Quelland could become the second Arizona lawmaker kicked out of office for campaign finance violations if the five-person commission is persuaded that he unlawfully hired and paid a campaign consultant to operate throughout his 2008 campaign for office.
The commission's executive director, Todd Lang, will recommend that commissioners find reason to believe Quelland committed a number of serious infractions of Arizona campaign finance laws for publicly funded candidates.
Lang has determined that Quelland hired consultant Larry Davis, president of Intermedia Public Relations, in May 2007- more than one month before filing official paperwork declaring his candidacy.
Under the terms of the contract, the company was to be paid $15,000 to perform a variety of campaign services for Quelland, who did not list any payments to Davis or the company in his campaign finance reports.

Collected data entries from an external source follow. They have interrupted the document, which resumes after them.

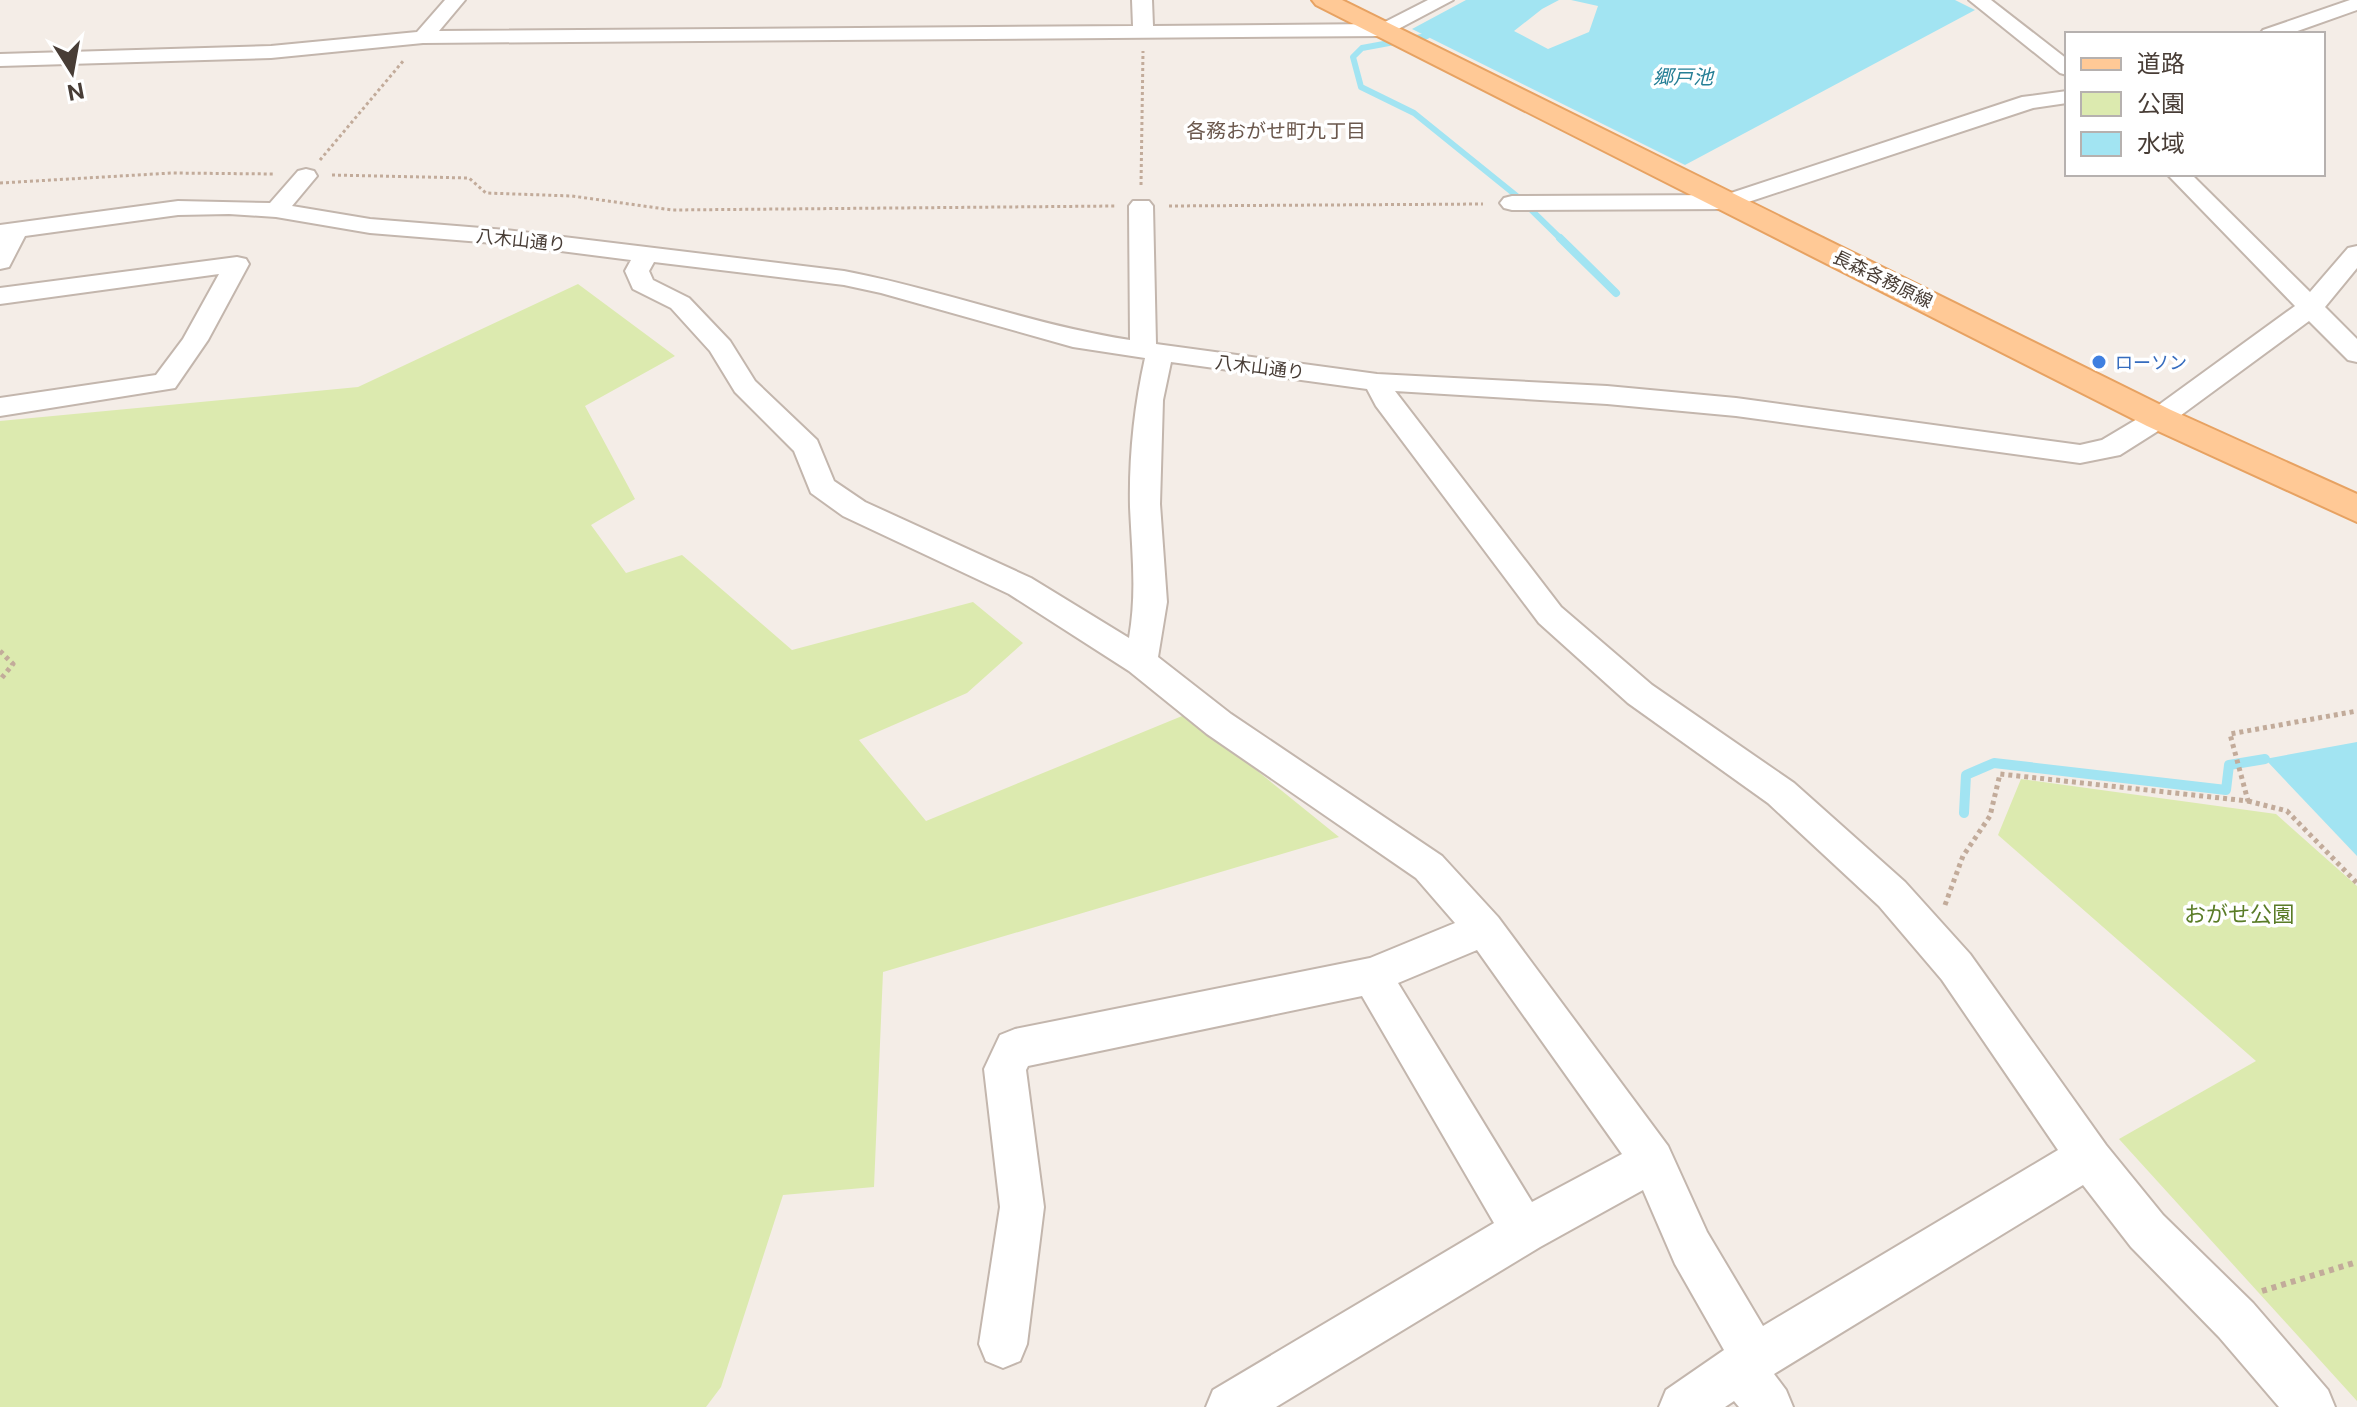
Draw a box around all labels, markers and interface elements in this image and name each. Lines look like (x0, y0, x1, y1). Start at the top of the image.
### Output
north arrow (32, 32, 112, 112)
legend (2065, 32, 2325, 176)
text: 道路 (2137, 49, 2185, 77)
water label: 郷戸池 (1653, 65, 1715, 89)
text: N (65, 77, 87, 106)
text: 公園 (2137, 89, 2185, 117)
district label: 各務おがせ町九丁目 (1186, 119, 1366, 143)
text: 水域 (2137, 129, 2185, 157)
street label: 八木山通り (475, 225, 567, 255)
street label: 長森各務原線 (1830, 246, 1936, 312)
street label: 八木山通り (1214, 351, 1306, 383)
place label: ローソン (2115, 352, 2187, 373)
marker: ローソン (2090, 353, 2108, 371)
park label: おがせ公園 (2184, 901, 2294, 927)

Quelland has maintained that he terminated his campaign services contract with the company within days of signing the agreement.
However, that version of events has been steadfastly denied by Davis during previous testimony to the commission and under deposition by the Attorney General's Office.
Lang is also urging the commission to find that Quelland violated personal contribution limits to his campaign and unlawfully used corporate money from his personal businesses to advance his publicly funded campaign for office.
If Davis' claims that the contract was never terminated are substantiated by the commission, the $15,000 value of the agreement would place Quelland well above the 10 percent overspending threshold and leave him subject to removal from office.
In 2006, Lang presided over the commission during the ouster of Rep. David Burnell Smith, a publicly funded candidate found to have exceeded his 2004 primary election spending limit.
On Jan. 26, 2006, Smith was ordered by the Arizona Supreme Court to vacate his office by midnight after fighting a lengthy court battle that tested the authority of the Citizens Clean Elections Commission to remove incumbent lawmakers.
Smith's departure made him the first legislator in the United States to be removed from office for a campaign finance-related offense.